Pemerintah Catat Anggaran PEN Sudah Terealisasi 53 Persen

realisasi program pemulihan ekonomi nasional telah mencapai 53 persen dari total pagu anggaran Rp744,77triliun hingga 17 September


Pemerintah Catat Anggaran PEN Sudah Terealisasi 53 Persen
Menteri Koordinator Bidang Perekonomian Airlangga Hartarto (Humas Kemenko Bidang Perekonomian)

AKURAT.CO  Menteri Koordinator Bidang Perekonomian Airlangga Hartarto mencatat realisasi program pemulihan ekonomi nasional telah mencapai 53 persen dari total pagu anggaran Rp744,77 triliun hingga 17 September 2021.

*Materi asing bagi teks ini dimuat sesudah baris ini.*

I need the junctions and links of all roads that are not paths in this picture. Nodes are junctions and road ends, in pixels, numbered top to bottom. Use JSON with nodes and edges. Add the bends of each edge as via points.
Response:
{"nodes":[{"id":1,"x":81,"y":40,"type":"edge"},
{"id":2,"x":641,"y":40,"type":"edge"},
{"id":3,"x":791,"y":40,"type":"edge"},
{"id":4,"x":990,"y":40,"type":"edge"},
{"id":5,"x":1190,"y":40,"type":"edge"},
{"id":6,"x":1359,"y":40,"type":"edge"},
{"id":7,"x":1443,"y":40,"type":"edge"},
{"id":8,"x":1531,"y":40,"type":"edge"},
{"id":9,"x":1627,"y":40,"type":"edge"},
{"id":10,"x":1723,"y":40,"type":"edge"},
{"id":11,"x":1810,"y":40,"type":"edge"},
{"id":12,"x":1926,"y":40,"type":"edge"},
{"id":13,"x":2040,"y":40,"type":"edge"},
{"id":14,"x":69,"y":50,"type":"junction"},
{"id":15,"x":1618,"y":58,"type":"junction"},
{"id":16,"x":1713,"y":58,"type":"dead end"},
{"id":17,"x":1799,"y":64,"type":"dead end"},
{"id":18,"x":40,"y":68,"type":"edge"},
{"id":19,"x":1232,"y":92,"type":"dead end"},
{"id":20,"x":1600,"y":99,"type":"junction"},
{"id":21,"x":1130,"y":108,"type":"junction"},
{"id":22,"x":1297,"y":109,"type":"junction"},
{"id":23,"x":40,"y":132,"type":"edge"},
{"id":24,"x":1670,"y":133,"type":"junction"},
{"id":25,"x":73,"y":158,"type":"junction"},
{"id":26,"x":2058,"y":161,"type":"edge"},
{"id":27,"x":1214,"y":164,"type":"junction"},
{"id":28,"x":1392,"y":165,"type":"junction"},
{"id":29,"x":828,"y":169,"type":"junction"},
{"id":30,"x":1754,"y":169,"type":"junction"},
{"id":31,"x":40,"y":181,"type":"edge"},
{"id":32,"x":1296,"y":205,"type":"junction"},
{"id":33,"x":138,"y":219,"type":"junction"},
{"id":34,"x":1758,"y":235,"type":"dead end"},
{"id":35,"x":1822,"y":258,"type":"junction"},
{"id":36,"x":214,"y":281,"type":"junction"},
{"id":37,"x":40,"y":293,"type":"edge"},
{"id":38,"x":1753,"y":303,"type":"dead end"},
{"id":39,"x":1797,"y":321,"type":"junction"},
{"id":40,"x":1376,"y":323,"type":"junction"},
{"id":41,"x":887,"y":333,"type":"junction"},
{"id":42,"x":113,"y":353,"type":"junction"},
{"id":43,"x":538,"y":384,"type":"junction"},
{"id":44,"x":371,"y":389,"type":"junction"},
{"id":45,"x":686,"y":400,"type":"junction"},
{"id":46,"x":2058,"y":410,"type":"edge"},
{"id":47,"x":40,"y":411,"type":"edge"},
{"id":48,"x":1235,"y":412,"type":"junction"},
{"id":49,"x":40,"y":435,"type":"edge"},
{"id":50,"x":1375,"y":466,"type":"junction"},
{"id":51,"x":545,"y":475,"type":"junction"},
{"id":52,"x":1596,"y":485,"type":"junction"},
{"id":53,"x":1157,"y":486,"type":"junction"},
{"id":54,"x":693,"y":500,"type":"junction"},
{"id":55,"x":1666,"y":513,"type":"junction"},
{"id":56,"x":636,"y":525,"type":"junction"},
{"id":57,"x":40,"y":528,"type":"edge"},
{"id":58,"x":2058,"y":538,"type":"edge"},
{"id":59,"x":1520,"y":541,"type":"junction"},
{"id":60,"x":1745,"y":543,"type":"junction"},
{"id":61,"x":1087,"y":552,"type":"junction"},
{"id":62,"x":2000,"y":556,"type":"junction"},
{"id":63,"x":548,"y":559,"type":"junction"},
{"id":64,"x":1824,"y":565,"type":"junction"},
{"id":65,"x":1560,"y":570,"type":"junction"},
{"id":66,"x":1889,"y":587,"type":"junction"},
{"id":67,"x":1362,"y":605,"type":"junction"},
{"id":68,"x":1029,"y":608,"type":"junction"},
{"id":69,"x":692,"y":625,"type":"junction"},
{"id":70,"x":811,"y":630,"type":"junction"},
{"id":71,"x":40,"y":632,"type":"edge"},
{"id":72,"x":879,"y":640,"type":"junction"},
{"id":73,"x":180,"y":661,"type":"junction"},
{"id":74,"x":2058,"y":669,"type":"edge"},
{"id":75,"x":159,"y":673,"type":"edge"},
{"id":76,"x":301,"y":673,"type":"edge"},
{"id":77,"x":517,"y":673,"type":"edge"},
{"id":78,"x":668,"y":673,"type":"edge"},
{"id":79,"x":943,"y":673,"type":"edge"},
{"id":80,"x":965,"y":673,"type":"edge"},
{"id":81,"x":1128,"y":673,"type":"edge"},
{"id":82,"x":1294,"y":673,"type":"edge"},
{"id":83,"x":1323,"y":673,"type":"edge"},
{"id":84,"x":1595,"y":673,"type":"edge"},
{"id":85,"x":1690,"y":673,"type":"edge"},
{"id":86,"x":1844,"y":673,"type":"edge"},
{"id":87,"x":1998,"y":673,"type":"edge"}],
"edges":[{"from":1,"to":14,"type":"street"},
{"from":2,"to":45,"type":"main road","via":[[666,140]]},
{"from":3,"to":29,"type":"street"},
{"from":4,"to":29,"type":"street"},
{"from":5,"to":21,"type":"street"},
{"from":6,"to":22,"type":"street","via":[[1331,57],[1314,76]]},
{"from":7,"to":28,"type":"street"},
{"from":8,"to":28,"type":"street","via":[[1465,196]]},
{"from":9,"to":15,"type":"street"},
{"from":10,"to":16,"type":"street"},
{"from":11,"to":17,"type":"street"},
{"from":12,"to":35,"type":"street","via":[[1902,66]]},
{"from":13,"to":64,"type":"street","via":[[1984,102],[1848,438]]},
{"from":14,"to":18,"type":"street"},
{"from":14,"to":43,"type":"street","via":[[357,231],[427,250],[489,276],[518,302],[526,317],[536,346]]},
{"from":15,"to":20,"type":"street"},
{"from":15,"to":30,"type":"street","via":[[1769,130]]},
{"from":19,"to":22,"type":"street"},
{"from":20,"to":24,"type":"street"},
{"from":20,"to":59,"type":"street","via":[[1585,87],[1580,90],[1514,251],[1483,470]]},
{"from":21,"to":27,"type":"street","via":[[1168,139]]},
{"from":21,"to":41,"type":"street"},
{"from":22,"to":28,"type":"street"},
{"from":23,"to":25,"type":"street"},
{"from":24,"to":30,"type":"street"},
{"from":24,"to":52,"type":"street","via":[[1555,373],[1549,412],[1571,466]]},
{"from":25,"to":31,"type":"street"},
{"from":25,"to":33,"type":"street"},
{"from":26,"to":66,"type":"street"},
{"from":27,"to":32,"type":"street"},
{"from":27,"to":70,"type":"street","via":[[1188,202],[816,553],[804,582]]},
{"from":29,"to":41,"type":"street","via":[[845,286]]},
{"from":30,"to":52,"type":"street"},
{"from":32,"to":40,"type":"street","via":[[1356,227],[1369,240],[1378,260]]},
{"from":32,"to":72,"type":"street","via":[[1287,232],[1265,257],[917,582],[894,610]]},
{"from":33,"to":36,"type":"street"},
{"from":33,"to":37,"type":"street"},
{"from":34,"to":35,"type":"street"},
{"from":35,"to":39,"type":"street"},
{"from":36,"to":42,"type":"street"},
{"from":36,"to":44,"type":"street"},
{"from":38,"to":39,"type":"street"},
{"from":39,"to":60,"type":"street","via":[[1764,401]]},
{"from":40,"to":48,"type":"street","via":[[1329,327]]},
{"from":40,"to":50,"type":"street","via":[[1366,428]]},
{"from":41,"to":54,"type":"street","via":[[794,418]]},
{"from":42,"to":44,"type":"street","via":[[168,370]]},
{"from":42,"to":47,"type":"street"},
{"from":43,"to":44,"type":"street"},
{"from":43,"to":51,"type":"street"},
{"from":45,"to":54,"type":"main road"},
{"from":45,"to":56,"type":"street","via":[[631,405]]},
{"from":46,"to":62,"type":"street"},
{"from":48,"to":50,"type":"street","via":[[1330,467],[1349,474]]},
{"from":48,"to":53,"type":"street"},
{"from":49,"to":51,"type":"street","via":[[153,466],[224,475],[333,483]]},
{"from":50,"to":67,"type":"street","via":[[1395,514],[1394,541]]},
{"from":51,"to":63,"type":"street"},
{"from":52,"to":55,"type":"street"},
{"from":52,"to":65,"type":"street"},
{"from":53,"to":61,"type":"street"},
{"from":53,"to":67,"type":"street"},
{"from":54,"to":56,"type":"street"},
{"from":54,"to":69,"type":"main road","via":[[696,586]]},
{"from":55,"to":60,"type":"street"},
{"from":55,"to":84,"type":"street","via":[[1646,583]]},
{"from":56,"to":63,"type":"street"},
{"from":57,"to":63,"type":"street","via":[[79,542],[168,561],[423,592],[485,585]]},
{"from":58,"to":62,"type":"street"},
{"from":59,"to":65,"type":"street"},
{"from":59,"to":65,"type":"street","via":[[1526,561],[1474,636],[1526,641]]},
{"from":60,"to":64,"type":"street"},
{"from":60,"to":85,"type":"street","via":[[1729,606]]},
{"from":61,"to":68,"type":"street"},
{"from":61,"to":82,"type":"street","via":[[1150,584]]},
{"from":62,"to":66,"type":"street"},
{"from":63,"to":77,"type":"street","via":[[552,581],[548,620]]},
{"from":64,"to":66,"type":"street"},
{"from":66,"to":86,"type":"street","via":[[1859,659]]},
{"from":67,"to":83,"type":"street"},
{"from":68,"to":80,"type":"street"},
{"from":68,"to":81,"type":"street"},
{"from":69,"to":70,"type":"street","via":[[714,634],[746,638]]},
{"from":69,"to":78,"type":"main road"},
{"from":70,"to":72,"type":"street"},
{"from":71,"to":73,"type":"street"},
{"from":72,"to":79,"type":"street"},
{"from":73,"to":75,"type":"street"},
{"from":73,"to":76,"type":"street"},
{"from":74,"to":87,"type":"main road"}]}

“Ini sudah digunakan Rp395,92 triliun dengan realisasi di klaster kesehatan sudah 45,3 persen. Itu (naik dari) Rp47,71 triliun di kuartal II menjadi Rp97,28 triliun,” kata Menko Airlangga dilansir dari Antara, Senin (20/9/2021).

Kemudian realisasi di klaster perlindungan sosial telah mencapai 60,5 persen atau naik dari Rp66,43 triliun pada kuartal II 2021 menjadi Rp112,87 triliun. Realisasi program prioritas mencapai 50,5 persen atau Rp 59,51 triliun dan realisasi klaster dukungan UMKM dan korporasi sebanyak 42 persen atau Rp68,35 triliun.

“Demikian pula klaster insentif usaha itu sudah Rp57,92 triliun atau 92,2 persen,” ungkap Airlangga.

Ia menyampaikan sebanyak 4,9 juta orang telah mendaftar program Kartu Prakerja batch 20 dan yang diterima sebanyak 800 ribu orang,sehingga sepanjang 2021, total penerima Kartu Prakerja yakni batch 12-20 sebanyak 5,2 juta orang.

“Dan telah mendapatkan insentif (masing-masing) Rp3,8 juta dengan total sebesar Rp7,3 triliun dan sekarang dimulai gelombang 21 dengan 754 ribu peserta,” ungkapnya.

Terkait program jaring pengaman sosial bantuan subsidi upah telah dicairkan kepada 4,61 juta pekerja dengan anggaran Rp1 juta per orang.

Kemudian Bantuan Presiden Produktif Usaha Mikro telah terealisasi sebanyak Rp15,25 triliun untuk 12,71 pelaku usaha mikro atau 99,3 dari total anggaran.

Sebelumnya, Ketua Badan Pemeriksa Keuangan (BPK) Agung Firman Sampurna mengatakan BPK telah melakukan pemeriksaan komprehensif terhadap 241 objek pemeriksaan yang terkait dengan Program Penanganan COVID-19 dan Pemulihan Ekonomi Nasional (PC PEN).